■ Extracted information
——————————
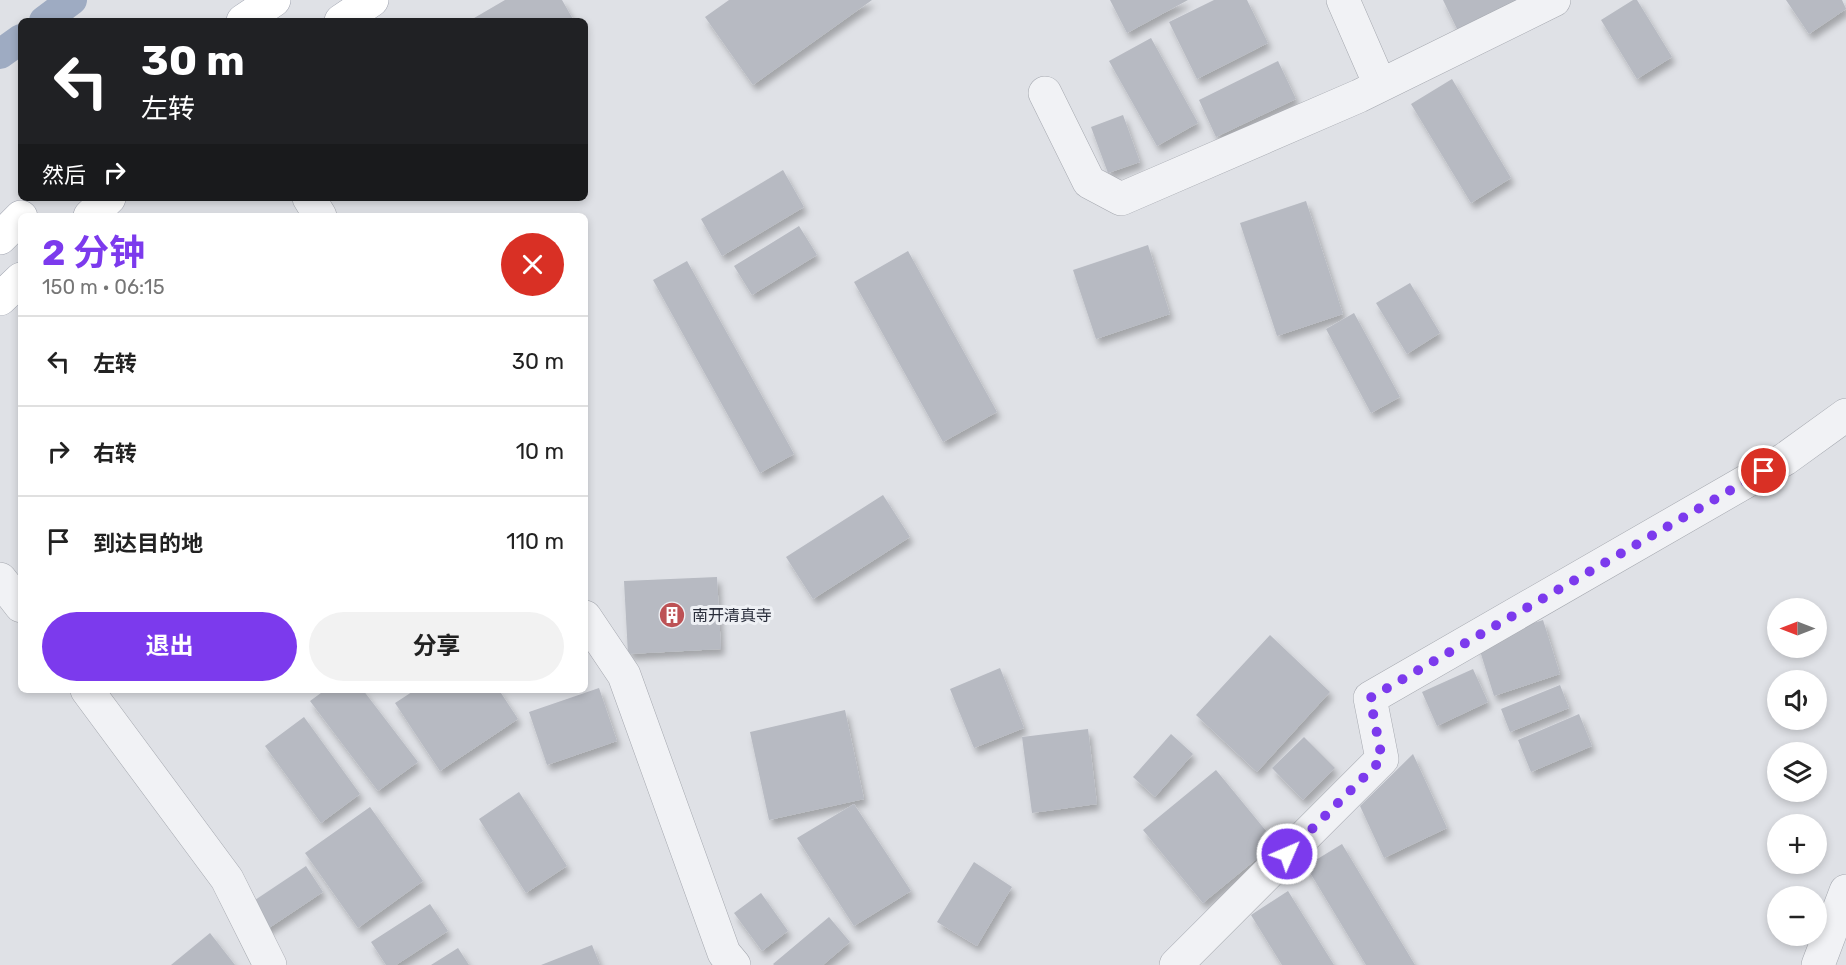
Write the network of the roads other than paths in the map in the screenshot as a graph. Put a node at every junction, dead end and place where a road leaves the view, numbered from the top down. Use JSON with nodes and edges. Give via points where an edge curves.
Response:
——————————
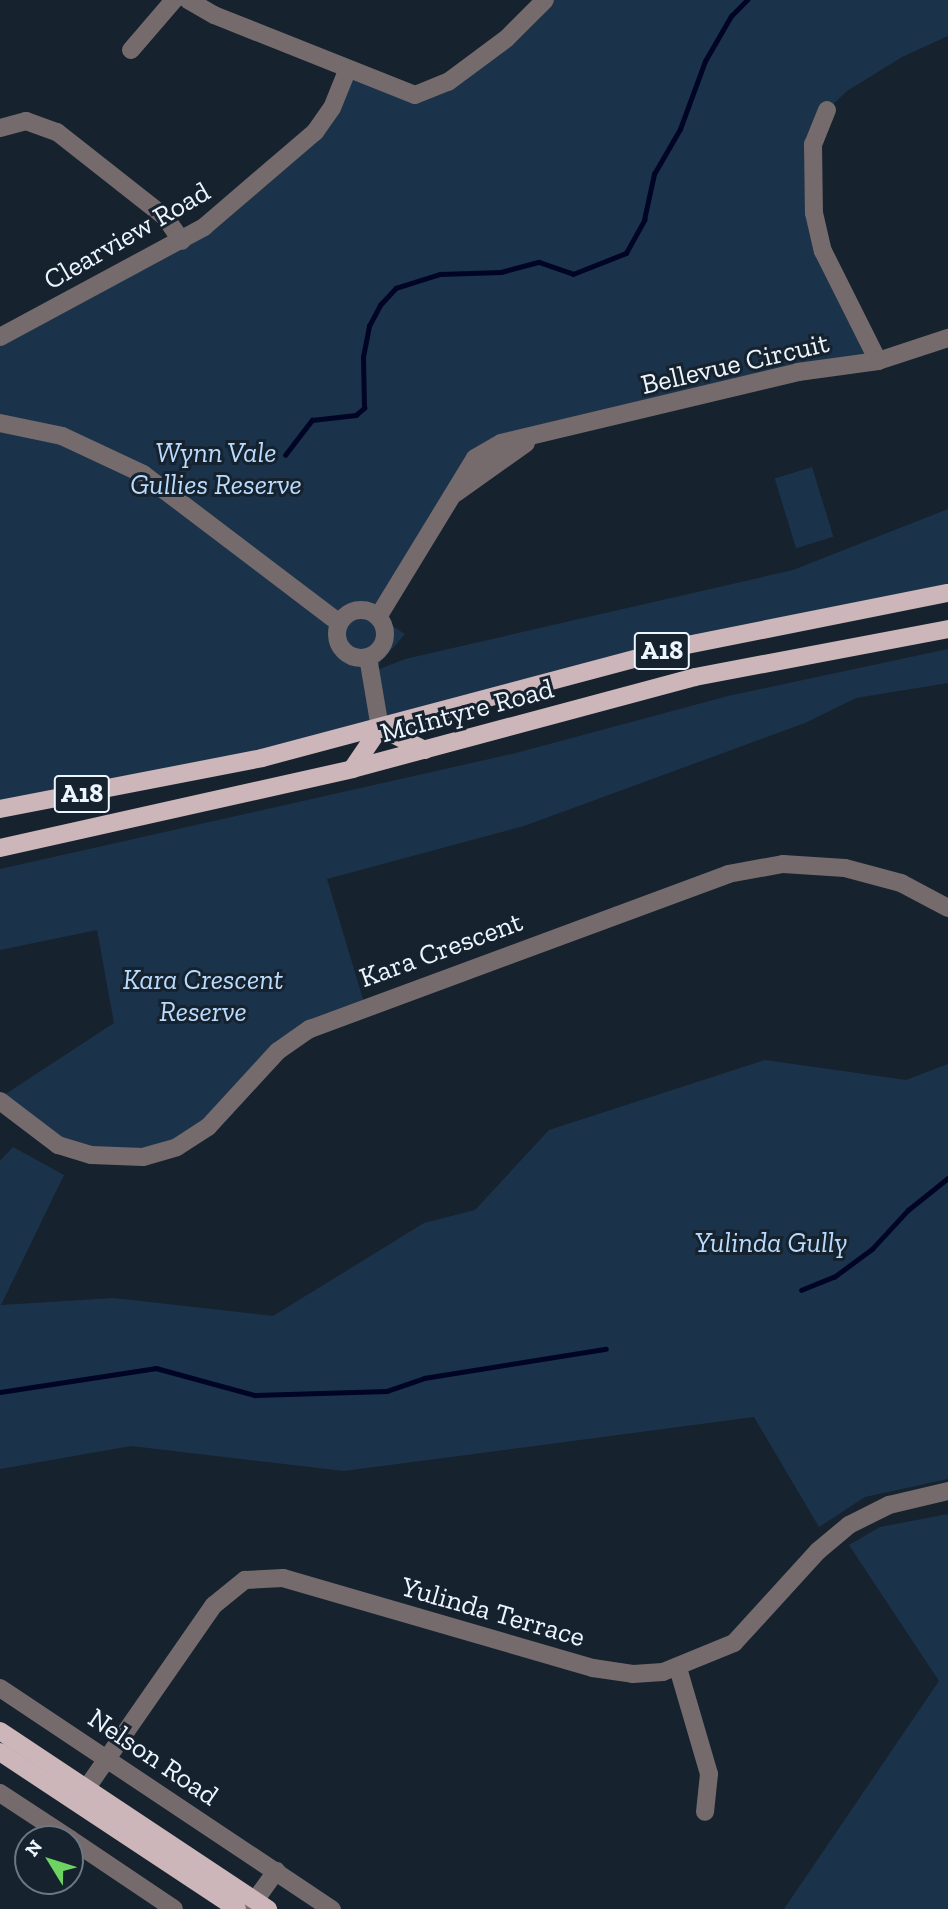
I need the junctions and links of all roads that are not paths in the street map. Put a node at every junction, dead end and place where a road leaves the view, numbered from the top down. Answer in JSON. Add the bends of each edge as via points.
——————————
■ Exercise
Return each line in the records that holds the string "roads".

■ Written solution
Write the network of the roads other than paths in the map in the screenshot as a graph. Put a node at every junction, dead end and place where a road leaves the view, numbered from the top down. Use JSON with nodes and edges. Give via points where an edge curves.
I need the junctions and links of all roads that are not paths in the street map. Put a node at every junction, dead end and place where a road leaves the view, numbered from the top down. Answer in JSON. Add the bends of each edge as via points.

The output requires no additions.